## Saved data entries
════════
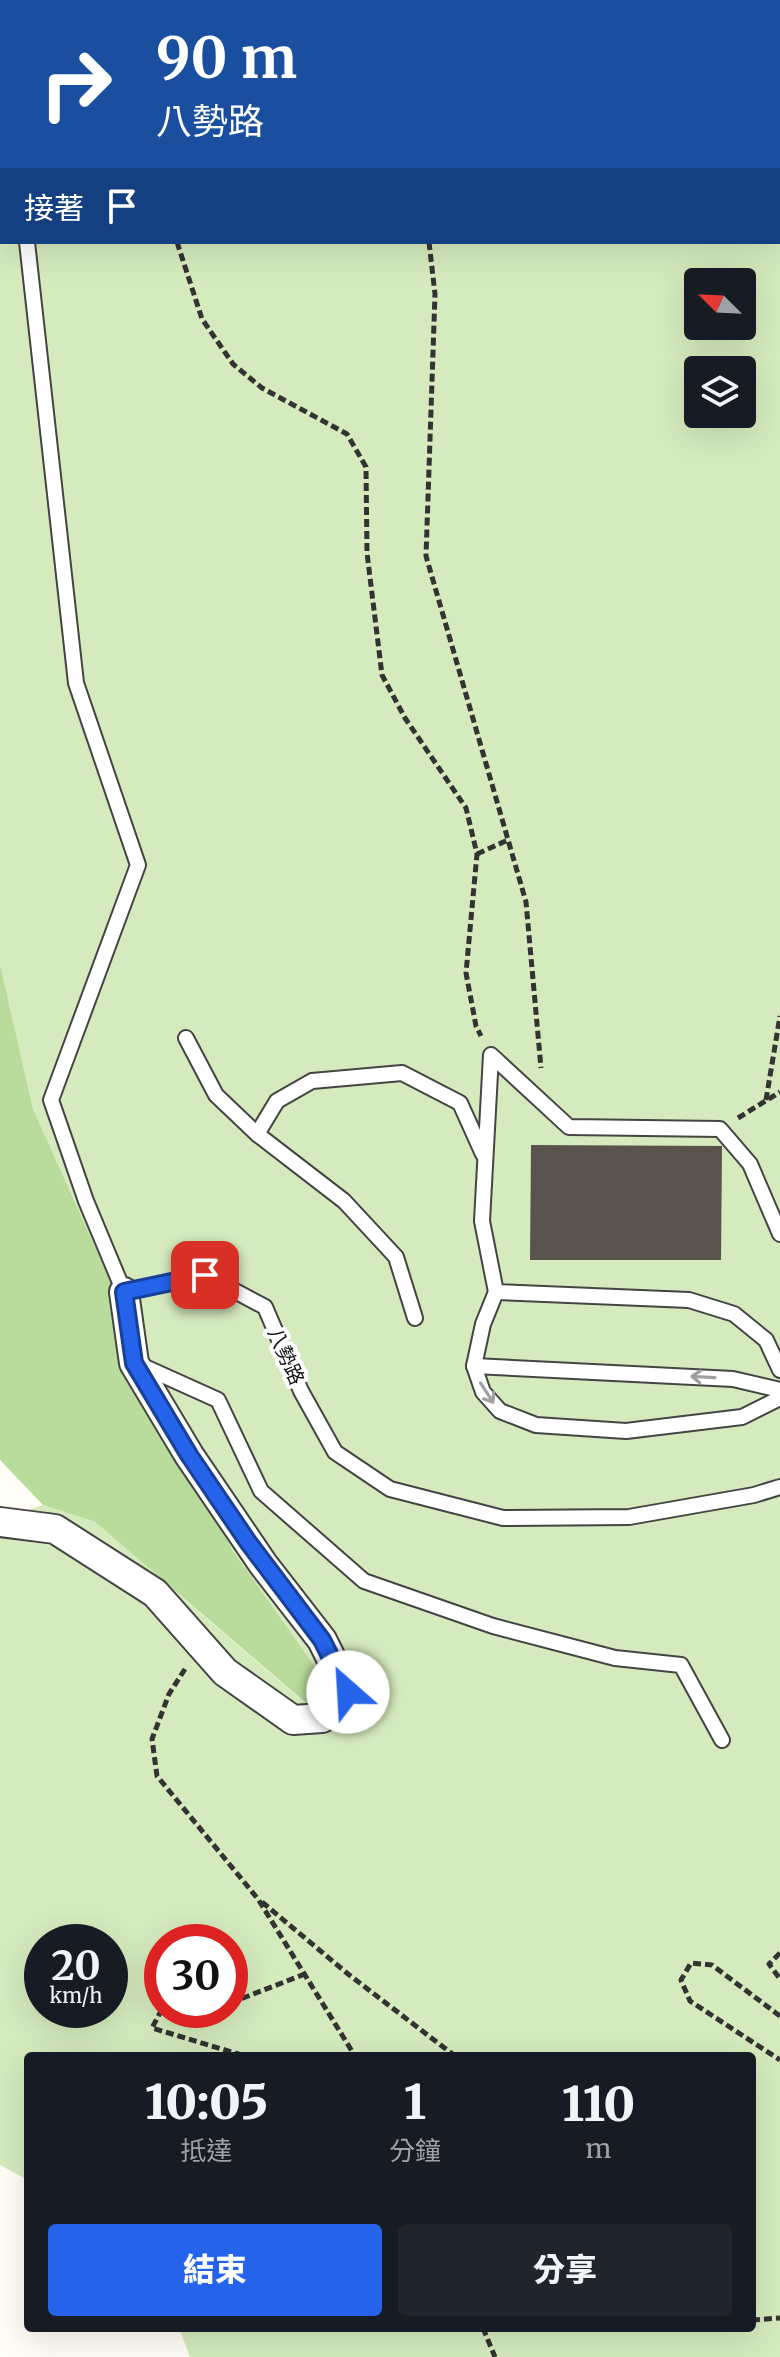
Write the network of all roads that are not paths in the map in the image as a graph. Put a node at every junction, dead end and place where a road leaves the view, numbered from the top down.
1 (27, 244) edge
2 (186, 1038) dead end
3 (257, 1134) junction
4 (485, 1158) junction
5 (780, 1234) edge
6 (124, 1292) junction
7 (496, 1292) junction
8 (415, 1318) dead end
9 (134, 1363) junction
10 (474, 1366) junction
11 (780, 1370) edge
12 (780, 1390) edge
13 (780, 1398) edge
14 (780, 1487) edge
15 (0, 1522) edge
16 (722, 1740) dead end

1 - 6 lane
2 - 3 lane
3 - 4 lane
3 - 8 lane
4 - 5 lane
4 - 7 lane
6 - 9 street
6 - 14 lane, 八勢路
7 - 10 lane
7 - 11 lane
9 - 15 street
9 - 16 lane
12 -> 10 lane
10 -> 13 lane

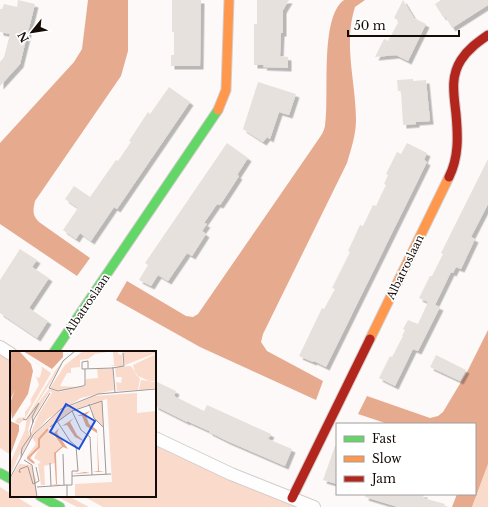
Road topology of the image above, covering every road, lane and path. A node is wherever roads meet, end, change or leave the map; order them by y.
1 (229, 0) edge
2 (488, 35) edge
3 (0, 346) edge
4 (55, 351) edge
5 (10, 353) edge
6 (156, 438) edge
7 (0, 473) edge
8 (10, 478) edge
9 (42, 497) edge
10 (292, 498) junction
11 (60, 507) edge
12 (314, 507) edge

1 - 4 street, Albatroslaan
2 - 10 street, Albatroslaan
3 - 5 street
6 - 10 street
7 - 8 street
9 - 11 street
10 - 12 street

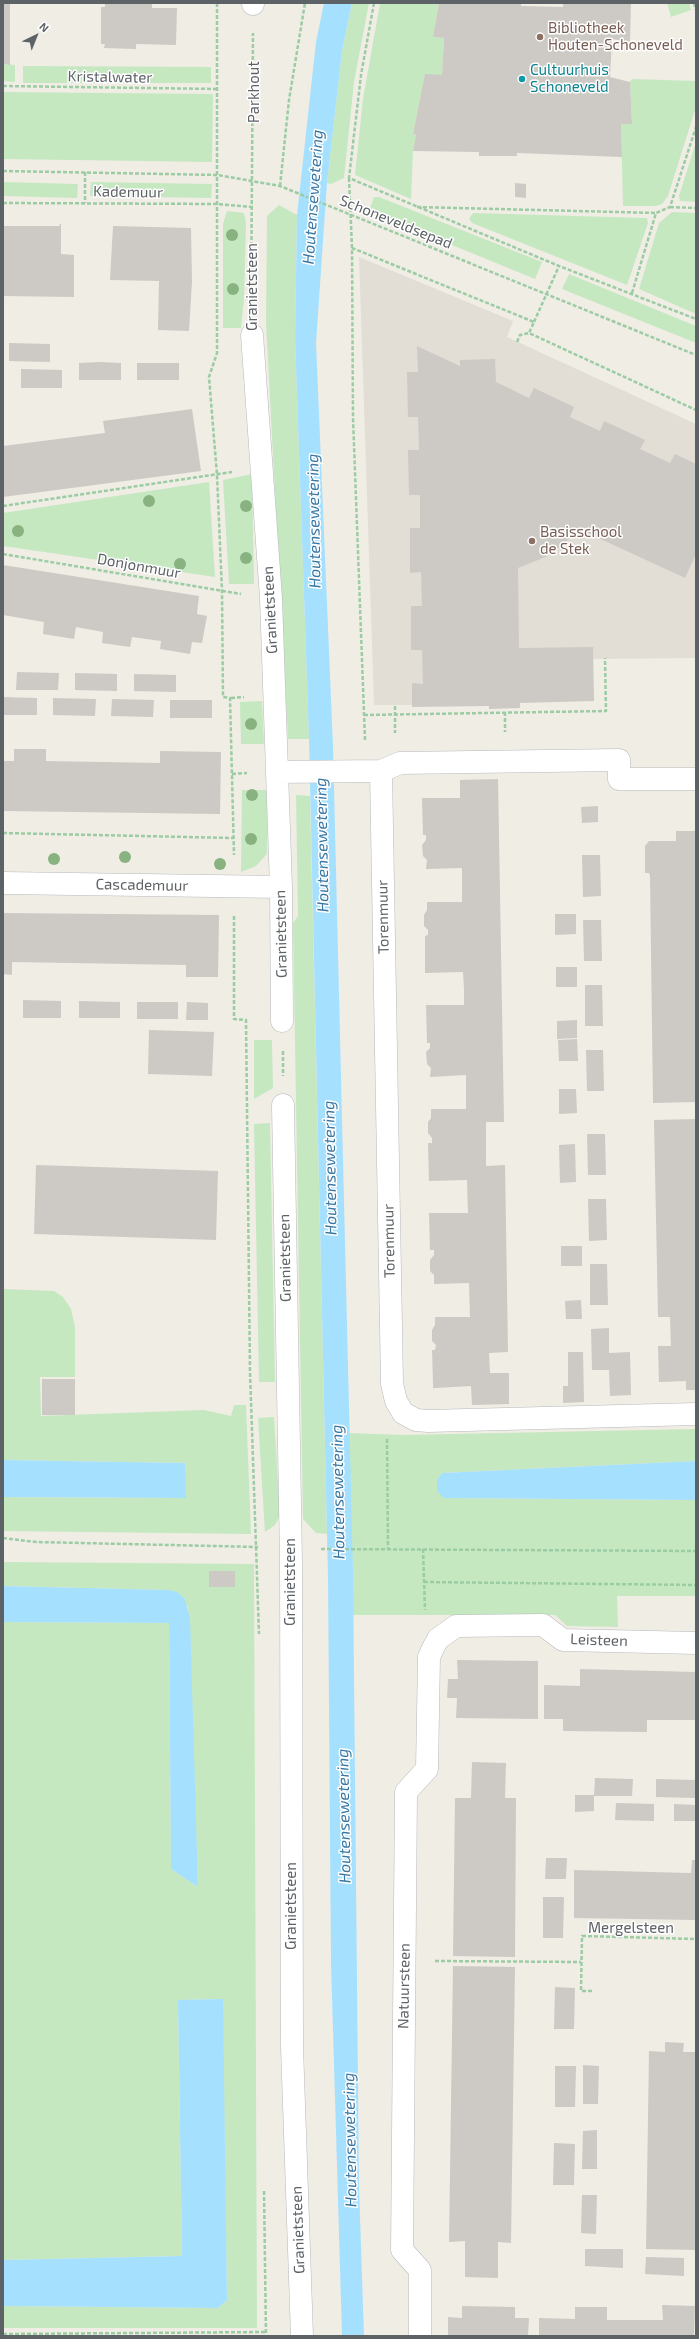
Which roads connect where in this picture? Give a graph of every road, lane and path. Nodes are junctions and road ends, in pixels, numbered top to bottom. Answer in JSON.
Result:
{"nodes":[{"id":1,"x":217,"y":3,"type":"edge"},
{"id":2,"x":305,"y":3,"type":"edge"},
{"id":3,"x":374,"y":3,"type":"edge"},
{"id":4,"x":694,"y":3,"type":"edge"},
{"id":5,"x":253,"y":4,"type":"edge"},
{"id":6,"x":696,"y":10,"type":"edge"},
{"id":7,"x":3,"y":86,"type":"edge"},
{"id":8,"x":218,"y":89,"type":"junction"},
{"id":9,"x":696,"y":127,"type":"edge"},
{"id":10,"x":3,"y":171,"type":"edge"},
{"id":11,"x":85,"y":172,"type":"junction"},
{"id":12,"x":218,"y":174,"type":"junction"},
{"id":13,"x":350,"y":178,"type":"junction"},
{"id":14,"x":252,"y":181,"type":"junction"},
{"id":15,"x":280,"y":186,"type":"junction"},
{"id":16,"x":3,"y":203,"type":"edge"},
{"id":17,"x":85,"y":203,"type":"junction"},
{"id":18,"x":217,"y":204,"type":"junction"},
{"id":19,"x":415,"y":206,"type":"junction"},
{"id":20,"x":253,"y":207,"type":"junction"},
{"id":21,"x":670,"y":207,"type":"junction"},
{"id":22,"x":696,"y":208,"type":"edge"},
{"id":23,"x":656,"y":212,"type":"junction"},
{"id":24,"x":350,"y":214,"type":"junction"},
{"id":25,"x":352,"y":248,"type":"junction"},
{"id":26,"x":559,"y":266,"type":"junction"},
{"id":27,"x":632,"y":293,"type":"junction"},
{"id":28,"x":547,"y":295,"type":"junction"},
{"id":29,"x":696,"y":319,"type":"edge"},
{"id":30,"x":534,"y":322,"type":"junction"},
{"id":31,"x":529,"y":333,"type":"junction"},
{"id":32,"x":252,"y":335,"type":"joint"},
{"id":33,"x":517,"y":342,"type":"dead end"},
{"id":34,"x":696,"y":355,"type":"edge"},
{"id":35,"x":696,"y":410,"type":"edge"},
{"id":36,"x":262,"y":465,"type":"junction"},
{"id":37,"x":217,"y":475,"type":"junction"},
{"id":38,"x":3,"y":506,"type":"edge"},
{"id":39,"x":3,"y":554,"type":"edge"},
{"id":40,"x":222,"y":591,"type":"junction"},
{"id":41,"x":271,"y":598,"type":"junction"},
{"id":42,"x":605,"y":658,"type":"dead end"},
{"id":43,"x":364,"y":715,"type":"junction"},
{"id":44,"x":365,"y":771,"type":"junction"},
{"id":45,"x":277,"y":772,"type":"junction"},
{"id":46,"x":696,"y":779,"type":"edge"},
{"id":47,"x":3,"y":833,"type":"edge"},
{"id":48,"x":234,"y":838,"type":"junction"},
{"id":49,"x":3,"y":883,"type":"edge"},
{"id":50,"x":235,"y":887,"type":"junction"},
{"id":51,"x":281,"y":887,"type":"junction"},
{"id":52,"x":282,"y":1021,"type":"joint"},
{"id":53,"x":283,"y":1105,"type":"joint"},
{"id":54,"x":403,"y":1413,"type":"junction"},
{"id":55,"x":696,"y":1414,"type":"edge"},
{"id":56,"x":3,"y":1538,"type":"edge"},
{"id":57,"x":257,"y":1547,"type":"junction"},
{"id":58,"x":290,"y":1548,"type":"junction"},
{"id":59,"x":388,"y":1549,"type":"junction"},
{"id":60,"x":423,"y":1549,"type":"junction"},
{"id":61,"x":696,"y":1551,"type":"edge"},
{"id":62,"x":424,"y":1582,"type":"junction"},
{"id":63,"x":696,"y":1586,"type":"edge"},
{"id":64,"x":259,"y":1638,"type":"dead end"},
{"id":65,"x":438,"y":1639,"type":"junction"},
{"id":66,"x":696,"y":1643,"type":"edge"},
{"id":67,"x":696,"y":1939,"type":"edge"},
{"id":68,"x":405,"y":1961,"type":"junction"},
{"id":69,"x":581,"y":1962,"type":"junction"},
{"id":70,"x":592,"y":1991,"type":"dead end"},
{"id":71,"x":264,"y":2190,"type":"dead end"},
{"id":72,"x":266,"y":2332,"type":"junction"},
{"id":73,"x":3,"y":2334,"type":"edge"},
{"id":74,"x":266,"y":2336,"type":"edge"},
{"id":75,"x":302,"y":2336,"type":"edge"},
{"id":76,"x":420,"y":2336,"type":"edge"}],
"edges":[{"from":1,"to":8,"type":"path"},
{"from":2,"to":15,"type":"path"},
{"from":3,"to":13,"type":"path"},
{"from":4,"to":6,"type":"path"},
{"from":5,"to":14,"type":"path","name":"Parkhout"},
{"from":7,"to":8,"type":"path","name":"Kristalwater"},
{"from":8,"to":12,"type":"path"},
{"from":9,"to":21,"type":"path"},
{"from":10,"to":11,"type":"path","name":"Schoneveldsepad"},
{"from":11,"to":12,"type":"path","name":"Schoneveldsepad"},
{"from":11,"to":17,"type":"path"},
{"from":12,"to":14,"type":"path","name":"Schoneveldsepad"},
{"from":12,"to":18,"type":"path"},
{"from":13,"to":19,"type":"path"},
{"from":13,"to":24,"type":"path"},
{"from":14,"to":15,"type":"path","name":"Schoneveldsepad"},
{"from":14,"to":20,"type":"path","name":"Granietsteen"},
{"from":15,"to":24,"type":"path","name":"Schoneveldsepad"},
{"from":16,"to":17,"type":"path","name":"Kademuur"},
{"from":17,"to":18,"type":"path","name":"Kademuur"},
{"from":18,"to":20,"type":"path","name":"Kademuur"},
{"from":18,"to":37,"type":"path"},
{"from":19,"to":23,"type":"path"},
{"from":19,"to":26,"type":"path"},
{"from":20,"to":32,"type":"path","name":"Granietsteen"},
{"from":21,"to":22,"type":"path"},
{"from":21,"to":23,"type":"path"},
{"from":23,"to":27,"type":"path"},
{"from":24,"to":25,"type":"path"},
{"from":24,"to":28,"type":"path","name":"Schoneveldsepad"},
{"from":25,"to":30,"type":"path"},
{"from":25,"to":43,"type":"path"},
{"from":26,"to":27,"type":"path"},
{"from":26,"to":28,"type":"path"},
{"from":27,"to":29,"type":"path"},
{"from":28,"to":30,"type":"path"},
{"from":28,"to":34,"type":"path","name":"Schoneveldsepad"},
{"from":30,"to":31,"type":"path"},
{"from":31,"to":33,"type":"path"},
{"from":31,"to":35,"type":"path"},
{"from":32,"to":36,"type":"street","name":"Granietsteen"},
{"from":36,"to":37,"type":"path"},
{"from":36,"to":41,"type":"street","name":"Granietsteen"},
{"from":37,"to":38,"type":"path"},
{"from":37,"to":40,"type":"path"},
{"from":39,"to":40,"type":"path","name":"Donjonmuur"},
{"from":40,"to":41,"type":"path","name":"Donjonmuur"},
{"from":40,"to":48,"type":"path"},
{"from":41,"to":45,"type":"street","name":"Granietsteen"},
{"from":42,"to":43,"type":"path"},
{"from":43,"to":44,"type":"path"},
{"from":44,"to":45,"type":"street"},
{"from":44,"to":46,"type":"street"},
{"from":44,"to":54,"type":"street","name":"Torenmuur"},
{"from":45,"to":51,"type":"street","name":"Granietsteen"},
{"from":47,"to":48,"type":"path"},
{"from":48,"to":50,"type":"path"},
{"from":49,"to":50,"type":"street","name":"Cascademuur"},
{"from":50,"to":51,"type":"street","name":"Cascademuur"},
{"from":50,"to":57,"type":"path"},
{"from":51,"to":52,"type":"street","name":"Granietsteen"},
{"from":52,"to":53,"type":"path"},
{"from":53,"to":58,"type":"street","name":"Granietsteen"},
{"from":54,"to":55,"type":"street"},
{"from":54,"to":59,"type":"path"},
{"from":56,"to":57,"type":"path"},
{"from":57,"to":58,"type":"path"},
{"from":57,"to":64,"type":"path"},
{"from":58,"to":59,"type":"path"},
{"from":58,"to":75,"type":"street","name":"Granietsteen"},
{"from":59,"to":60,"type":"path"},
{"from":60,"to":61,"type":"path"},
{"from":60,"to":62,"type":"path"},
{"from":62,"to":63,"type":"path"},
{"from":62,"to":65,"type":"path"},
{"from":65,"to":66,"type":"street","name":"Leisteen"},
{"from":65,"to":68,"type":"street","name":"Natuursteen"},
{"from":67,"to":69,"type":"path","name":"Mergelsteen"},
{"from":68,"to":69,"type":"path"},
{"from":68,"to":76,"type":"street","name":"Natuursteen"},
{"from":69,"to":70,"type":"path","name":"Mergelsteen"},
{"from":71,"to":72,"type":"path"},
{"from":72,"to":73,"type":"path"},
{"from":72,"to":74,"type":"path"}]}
════════
## How to complete this task
Which of the lines above include the word "graph"? List those lines.

## Written reply
Write the network of all roads that are not paths in the map in the image as a graph. Put a node at every junction, dead end and place where a road leaves the view, numbered from the top down.
Which roads connect where in this picture? Give a graph of every road, lane and path. Nodes are junctions and road ends, in pixels, numbered top to bottom. Answer in JSON.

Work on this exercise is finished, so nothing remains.